Texto por Alma Afetiva
Elas pegaram um barco para dizer “sim” em uma comunidade caiçara isolada no Brasil
Existem lugares no Brasil onde você simplesmente não chega de carro.
Você precisa chegar devagar — de barco, atravessando o mar, deixando para trás tudo o que é apressado ou esperado.

Foi exatamente isso que levou Nathalia, de Goiás, e Rafaela, do Rio de Janeiro, até o Pouso da Cajaíba, uma pequena comunidade caiçara escondida entre a mata e o mar, em Paraty.
Nathalia, uma pessoa não binária, e Rafaela, uma mulher cis, construíram a história delas entre diferentes caminhos até escolherem Paraty como lugar de vida — cidade onde hoje moram e atuam como médicas.
Entre Goiás e Rio, elas encontraram em Paraty o lugar onde a vida delas fazia sentido.
Foi nesse território, que já faz parte da rotina e da história delas, que decidiram celebrar o casamento.

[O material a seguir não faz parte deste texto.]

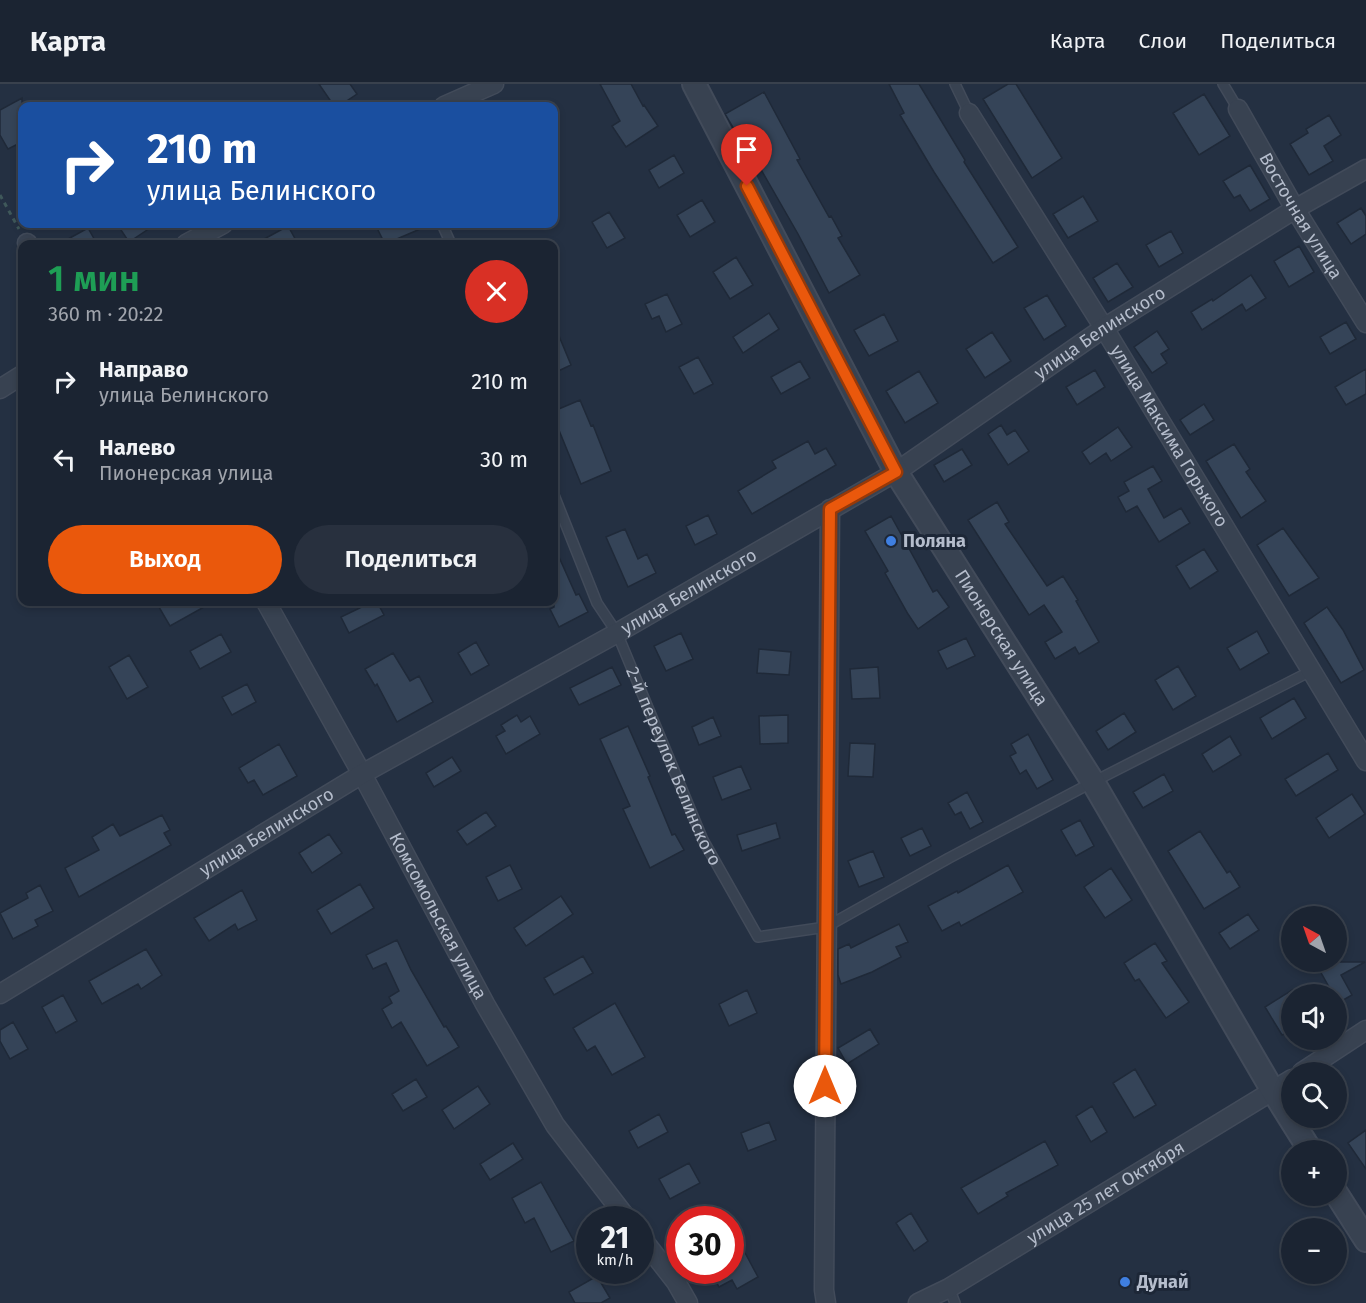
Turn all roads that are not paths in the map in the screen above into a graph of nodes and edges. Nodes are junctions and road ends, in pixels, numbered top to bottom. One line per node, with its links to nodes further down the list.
1 (494, 84): 5 (street)
2 (694, 84): 16 (street, Пионерская улица)
3 (954, 84): 7 (lane)
4 (1223, 84): 6 (lane)
5 (453, 102)
6 (1238, 109): 9 (street, Восточная улица)
7 (969, 113): 13 (street, улица Максима Горького)
8 (1366, 169): 9 (street, улица Белинского)
9 (1295, 209): 12 (street, Восточная улица); 13 (street, улица Белинского)
10 (216, 228): 11 (street)
11 (193, 240)
12 (1366, 323)
13 (1104, 328): 16 (street, улица Белинского); 21 (street, улица Максима Горького)
14 (18, 378): 15 (street)
15 (0, 389)
16 (896, 472): 18 (street, улица Белинского); 24 (street, Пионерская улица)
17 (558, 505): 20 (lane, 2-й переулок Белинского)
18 (830, 509): 20 (street, улица Белинского); 25 (street)
19 (268, 606): 23 (street, Комсомольская улица)
20 (617, 633): 23 (street, улица Белинского); 25 (lane, 2-й переулок Белинского)
21 (1311, 671): 22 (street, улица Максима Горького); 24 (lane, 2-й переулок Белинского)
22 (1366, 761)
23 (362, 774): 26 (street, улица Белинского); 31 (street, Комсомольская улица)
24 (1093, 782): 25 (lane, 2-й переулок Белинского); 29 (street, Пионерская улица)
25 (826, 927): 37 (street)
26 (0, 994)
27 (1366, 1030): 28 (street)
28 (1317, 1062)
29 (1281, 1083)
30 (1281, 1086): 35 (street, улица 25 лет Октября)
31 (617, 1206)
32 (1344, 1206): 33 (street)
33 (1366, 1240)
34 (654, 1254): 36 (street)
35 (952, 1295): 38 (street, улица 25 лет Октября)
36 (688, 1303)
37 (826, 1303)
38 (918, 1303)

Cercado pela Mata Atlântica e acessível apenas pela água, o lugar carrega um outro tempo. A vida acontece em um ritmo diferente. É o tipo de lugar onde a comida é preparada com o que foi pescado naquela manhã, onde os vizinhos se conhecem pelo nome e onde as celebrações nascem da presença — não da produção.
E essa escolha moldou tudo nesse dia.
Não foi um casamento grande. Foi um encontro íntimo, pensado com intenção — um grupo pequeno de pessoas que viajaram juntas não apenas para assistir a uma cerimônia, mas para viver uma experiência.
Os convidados chegaram de barco, entrando em um cenário que não parecia montado ou decorado, mas vivido. O mar, as casas de madeira, o som da natureza — tudo fazia parte da atmosfera.
Não havia excesso.
A cerimônia aconteceu com o mar à frente e a mata atrás, criando um cenário que ao mesmo tempo acolhia e expandia. Lugares assim mudam a forma como as pessoas se conectam — suavizam, aproximam, deixam as emoções mais honestas.
A comida foi preparada ali mesmo, com ingredientes frescos da própria comunidade. As conversas se alongaram sem pressa. O tempo parecia mais generoso.
Mais do que um casamento, foi uma pausa coletiva.
Como fotógrafa, estar em um ambiente assim também transforma a forma como eu trabalho. Existe menos interferência, menos direção, mais observação. O foco passa a ser registrar o que já está acontecendo — os gestos, as trocas, os pequenos intervalos que carregam tanto significado.
O que tornou esse dia especial não foi só o lugar, mas a intenção por trás dele.
Escolher um lugar como o Pouso da Cajaíba também é escolher uma outra forma de celebrar o amor — uma forma que valoriza conexão acima de performance, presença acima de perfeição.
E talvez seja isso que torna esse casamento inesquecível.
Não foi sobre criar algo para os outros verem.
Foi sobre criar algo para elas sentirem.